How do I convert data from a Scikit-learn Bunch object to a Pandas DataFrame?
from sklearn.datasets import load_iris
import pandas as pd
data = load_iris()
p
Took me 2 hours to figure this out
import numpy as np
import pandas as pd
from sklearn.datasets import load_iris
iris = load_iris()
##iris.keys()
df= pd.DataFrame(data= np.c_[iris['data'], iris['target']],
columns= iris['feature_names'] + ['target'])
df['species'] = pd.Categorical.from_codes(iris.target, iris.target_names)
Get back the species for my pandas
This is easy method worked for me.
boston = load_boston()
boston_frame = pd.DataFrame(data=boston.data, columns=boston.feature_names)
boston_frame["target"] = boston.target
But this can applied to load_iris as well.
I took couple of ideas from your answers and I don't know how to make it shorter :)
import pandas as pd
from sklearn.datasets import load_iris
iris = load_iris()
df = pd.DataFrame(iris.data, columns=iris['feature_names'])

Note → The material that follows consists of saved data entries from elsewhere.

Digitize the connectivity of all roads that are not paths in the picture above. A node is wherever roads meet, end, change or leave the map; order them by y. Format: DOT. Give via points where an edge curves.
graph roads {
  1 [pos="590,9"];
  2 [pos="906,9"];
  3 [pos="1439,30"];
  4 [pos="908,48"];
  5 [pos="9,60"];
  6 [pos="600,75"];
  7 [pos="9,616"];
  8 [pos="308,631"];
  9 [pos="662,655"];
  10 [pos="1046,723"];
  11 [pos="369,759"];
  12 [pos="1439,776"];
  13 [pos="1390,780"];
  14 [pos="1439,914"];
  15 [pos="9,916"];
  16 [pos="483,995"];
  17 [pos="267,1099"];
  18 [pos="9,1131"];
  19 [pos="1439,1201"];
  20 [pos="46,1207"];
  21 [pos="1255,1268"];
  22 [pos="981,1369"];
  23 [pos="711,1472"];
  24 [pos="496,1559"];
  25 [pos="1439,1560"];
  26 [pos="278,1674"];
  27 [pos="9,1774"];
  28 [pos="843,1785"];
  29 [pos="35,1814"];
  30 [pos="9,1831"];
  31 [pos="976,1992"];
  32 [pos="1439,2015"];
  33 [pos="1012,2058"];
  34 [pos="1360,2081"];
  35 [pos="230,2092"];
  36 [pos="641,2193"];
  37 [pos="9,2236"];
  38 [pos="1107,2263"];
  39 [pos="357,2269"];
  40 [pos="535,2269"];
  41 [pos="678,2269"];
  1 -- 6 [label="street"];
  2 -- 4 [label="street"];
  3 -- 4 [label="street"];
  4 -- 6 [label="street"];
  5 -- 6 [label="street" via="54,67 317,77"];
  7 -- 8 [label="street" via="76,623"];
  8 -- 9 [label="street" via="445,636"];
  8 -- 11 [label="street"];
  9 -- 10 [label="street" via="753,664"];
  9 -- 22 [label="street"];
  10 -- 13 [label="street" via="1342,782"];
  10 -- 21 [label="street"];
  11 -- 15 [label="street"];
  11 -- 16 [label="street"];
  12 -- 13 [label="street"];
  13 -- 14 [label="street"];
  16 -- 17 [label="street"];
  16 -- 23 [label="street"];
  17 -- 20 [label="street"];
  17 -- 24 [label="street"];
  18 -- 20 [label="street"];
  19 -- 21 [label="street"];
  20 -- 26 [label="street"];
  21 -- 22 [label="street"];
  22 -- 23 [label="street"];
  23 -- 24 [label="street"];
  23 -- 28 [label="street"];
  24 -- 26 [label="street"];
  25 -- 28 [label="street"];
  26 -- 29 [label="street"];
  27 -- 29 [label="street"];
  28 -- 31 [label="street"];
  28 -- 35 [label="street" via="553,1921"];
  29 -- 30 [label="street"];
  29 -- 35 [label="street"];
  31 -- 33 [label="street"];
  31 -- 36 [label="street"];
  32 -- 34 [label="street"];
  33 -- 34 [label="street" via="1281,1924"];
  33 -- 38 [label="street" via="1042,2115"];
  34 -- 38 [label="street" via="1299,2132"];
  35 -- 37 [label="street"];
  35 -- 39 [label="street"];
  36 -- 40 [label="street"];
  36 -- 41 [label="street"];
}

df['target'] = iris['target']
This gives a Pandas DataFrame with feature_names plus target as columns and RangeIndex(start=0, stop=len(df), step=1). I would like to have a shorter code where I can have 'target' added directly.
import pandas as pd
from sklearn.datasets import load_iris
iris = load_iris()
X = iris['data']
y = iris['target']
iris_df = pd.DataFrame(X, columns = iris['feature_names'])
iris_df.head()
Whatever TomDLT answered it may not work for some of you because
data1 = pd.DataFrame(data= np.c_[iris['data'], iris['target']],
columns= iris['feature_names'] + ['target'])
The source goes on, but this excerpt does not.